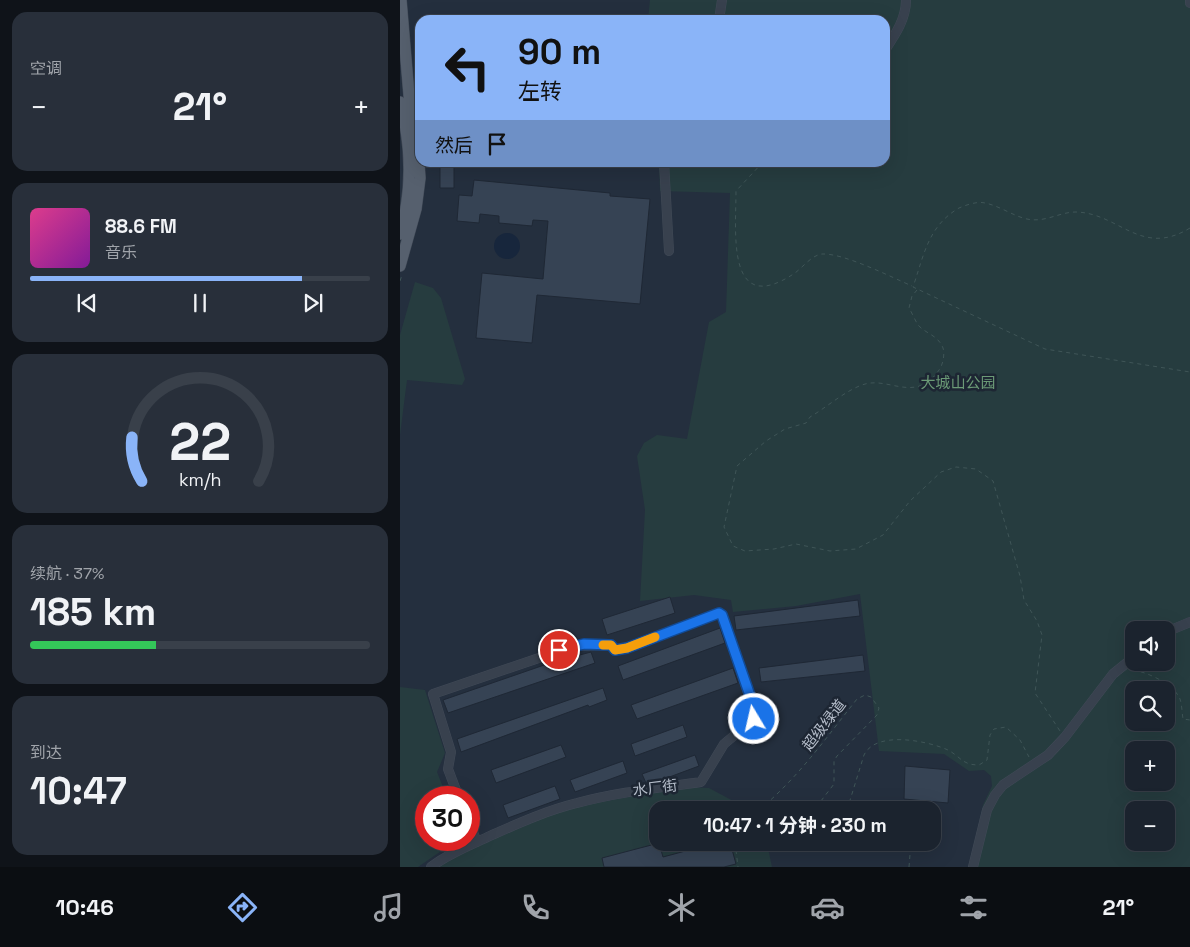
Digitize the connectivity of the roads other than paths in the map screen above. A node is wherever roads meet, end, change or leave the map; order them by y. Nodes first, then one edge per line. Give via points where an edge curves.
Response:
1 (401, 0) edge
2 (722, 0) edge
3 (906, 0) edge
4 (720, 15) edge
5 (890, 42) edge
6 (403, 97) edge
7 (415, 138) edge
8 (419, 167) edge
9 (664, 167) edge
10 (400, 234) edge
11 (669, 251) dead end
12 (400, 266) edge
13 (1190, 622) edge
14 (1175, 628) edge
15 (1125, 664) edge
16 (454, 786) edge
17 (480, 841) edge
18 (459, 851) edge
19 (431, 867) edge
20 (973, 867) edge

1 - 6 main road
2 - 4 street
3 - 5 street via 906,8
6 - 7 main road
6 - 10 main road via 410,183
8 - 12 main road via 416,209
9 - 11 street
13 - 14 street
15 - 20 street via 1113,674 1065,737 1048,754 1003,785 995,795 987,810
16 - 17 street, 水厂街 via 448,769 451,752 433,694 574,646 627,648 719,613 722,615 755,714 754,719 724,744 701,782 623,792 575,803
18 - 19 street, 水厂街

* * * * * * *

> [TASK ITEM]
If a record holds a picture, leave the picture out, but copy everything else exactly.

> [COMPLETED TASK]
Digitize the connectivity of the roads other than paths in the map screen above. A node is wherever roads meet, end, change or leave the map; order them by y. Nodes first, then one edge per line. Give via points where an edge curves.
Response:
1 (401, 0) edge
2 (722, 0) edge
3 (906, 0) edge
4 (720, 15) edge
5 (890, 42) edge
6 (403, 97) edge
7 (415, 138) edge
8 (419, 167) edge
9 (664, 167) edge
10 (400, 234) edge
11 (669, 251) dead end
12 (400, 266) edge
13 (1190, 622) edge
14 (1175, 628) edge
15 (1125, 664) edge
16 (454, 786) edge
17 (480, 841) edge
18 (459, 851) edge
19 (431, 867) edge
20 (973, 867) edge

1 - 6 main road
2 - 4 street
3 - 5 street via 906,8
6 - 7 main road
6 - 10 main road via 410,183
8 - 12 main road via 416,209
9 - 11 street
13 - 14 street
15 - 20 street via 1113,674 1065,737 1048,754 1003,785 995,795 987,810
16 - 17 street, 水厂街 via 448,769 451,752 433,694 574,646 627,648 719,613 722,615 755,714 754,719 724,744 701,782 623,792 575,803
18 - 19 street, 水厂街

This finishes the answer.